Tim Ashley 

LPO/Jurowski review – a performance of spiritual profundity and depth

Vladimir Jurowski’s Stravinsky series came to a close with readings of the composer’s late works Variations and Threni that captured their severe beauty and numinous quality
  
  

Vladimir Jurowski
Scrupulous and poised … Vladimir Jurowski. Photograph: Drew Kelly

The final concert in Vladimir Jurowski’s Stravinsky series with the London Philharmonic began with Variations (Aldous Huxley in Memoriam) and Threni, both dating from the end of Stravinsky’s career after he had adopted an astringent serial technique derived from Schoenbergian methodology. Variations, ringing aphoristic changes on a single note row, was Stravinsky’s last completed orchestral score. Written in 1958, Threni, for soloists, chorus and orchestra, is a setting of sections from the Lamentations of Jeremiah that both looks back to the rituals of Oedipus Rex and Symphony of Psalms and aspires to the timeless simplicity of plainchant.

Infrequently played, both works have a reputation for uncompromising austerity, though Jurowski’s performances reminded us of the severe beauty that offsets the rigour. Variations could have been tauter but the textures were clean and sensuous, the playing scrupulous and poised. Threni was altogether more sharply focussed. The London Philharmonic Choir were divided into two groups positioned either side of the orchestra so that the antiphonal pattern of verses and responses was carefully and clearly established. Among the soloists, tenor Sam Furness and bass Joshua Bloom stood out in their long, unaccompanied exchange at the work’s centre. Jurowski was keenly alert to the brief moments of orchestral numinousness that suggest the immanence of divine illumination amid the darkness.

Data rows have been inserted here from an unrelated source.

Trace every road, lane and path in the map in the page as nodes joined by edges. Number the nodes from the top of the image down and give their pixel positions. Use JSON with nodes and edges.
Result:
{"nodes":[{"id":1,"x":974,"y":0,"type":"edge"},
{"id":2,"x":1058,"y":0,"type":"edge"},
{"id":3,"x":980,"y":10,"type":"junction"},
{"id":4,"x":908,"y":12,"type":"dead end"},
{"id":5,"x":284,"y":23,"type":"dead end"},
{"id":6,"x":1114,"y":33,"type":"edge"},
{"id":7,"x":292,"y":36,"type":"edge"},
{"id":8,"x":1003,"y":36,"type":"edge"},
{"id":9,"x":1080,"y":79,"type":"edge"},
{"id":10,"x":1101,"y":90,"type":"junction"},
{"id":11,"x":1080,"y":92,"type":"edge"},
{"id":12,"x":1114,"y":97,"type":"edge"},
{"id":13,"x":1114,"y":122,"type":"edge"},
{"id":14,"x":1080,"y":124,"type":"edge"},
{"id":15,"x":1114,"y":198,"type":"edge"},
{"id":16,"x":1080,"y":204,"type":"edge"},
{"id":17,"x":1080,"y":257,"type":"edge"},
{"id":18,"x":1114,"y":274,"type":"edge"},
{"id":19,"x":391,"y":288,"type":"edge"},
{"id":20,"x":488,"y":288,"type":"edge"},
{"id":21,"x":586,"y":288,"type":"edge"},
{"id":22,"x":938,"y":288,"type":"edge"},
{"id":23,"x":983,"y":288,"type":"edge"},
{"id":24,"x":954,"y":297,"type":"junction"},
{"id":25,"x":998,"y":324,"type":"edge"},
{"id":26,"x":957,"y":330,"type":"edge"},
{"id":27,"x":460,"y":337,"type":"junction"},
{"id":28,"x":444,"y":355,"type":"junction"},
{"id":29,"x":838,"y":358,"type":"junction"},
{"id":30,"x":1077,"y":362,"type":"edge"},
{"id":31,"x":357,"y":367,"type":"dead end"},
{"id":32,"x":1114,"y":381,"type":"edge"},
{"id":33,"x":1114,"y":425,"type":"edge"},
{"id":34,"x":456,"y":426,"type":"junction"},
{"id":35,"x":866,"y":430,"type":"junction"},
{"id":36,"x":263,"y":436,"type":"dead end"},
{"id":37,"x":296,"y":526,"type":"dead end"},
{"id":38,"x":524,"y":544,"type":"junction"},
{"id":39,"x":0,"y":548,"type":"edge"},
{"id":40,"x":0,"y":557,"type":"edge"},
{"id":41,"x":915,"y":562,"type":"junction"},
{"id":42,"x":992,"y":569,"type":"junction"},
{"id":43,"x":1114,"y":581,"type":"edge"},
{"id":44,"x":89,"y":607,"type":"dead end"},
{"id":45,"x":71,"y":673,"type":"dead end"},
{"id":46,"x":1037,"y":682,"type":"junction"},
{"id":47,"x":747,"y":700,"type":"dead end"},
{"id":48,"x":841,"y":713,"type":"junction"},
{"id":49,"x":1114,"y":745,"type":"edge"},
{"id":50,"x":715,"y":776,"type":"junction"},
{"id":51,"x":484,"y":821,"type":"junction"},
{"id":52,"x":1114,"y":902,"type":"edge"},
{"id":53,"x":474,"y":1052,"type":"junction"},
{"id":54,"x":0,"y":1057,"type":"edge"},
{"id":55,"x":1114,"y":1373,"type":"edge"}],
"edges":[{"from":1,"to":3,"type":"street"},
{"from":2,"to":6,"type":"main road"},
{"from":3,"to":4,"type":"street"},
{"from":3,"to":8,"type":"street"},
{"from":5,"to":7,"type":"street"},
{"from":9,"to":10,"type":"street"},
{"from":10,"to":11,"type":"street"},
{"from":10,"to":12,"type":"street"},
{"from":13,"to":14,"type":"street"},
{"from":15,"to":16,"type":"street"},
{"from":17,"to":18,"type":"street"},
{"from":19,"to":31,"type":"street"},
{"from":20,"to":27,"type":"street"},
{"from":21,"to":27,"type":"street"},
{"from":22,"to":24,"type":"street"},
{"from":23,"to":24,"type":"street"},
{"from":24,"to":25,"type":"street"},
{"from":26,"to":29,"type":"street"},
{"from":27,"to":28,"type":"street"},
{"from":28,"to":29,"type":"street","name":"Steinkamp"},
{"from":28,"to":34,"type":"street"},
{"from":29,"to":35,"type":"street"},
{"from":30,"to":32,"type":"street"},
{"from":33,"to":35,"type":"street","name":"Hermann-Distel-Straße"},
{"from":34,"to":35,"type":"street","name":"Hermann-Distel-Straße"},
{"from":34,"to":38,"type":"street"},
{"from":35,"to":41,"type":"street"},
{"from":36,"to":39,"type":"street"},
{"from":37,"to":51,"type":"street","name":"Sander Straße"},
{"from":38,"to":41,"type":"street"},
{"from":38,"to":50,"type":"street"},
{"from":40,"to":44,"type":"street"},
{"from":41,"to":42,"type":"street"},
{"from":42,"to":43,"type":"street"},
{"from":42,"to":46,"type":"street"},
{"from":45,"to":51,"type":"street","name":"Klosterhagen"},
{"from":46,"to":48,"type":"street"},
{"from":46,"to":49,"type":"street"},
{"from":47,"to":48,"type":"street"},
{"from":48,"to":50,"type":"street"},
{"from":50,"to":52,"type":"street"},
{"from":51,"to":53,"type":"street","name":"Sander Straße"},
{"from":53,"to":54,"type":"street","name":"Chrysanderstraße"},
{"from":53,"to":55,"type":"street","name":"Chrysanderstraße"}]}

This was a performance of great profundity and spiritual depth.

After the interval came Berio’s Sinfonia, for which the LPO was joined by the Swingles, heirs to the original Swingle Singers for whom the work was written. Berio’s existentially defiant, postmodern take on symphonic music past and present, urging us to “keep going” as civilisation collapses around us, has lost none of its force over time, and this was a performance of great passion and elan, superbly played and sung. The threnody for Martin Luther King that forms its second movement had a haunting intensity, and the huge central scherzo, which swamps the third movement of Mahler’s Resurrection Symphony in a barrage of musical quotes and verbiage, was as unnerving as it was witty.

Terrific stuff, wonderfully well done.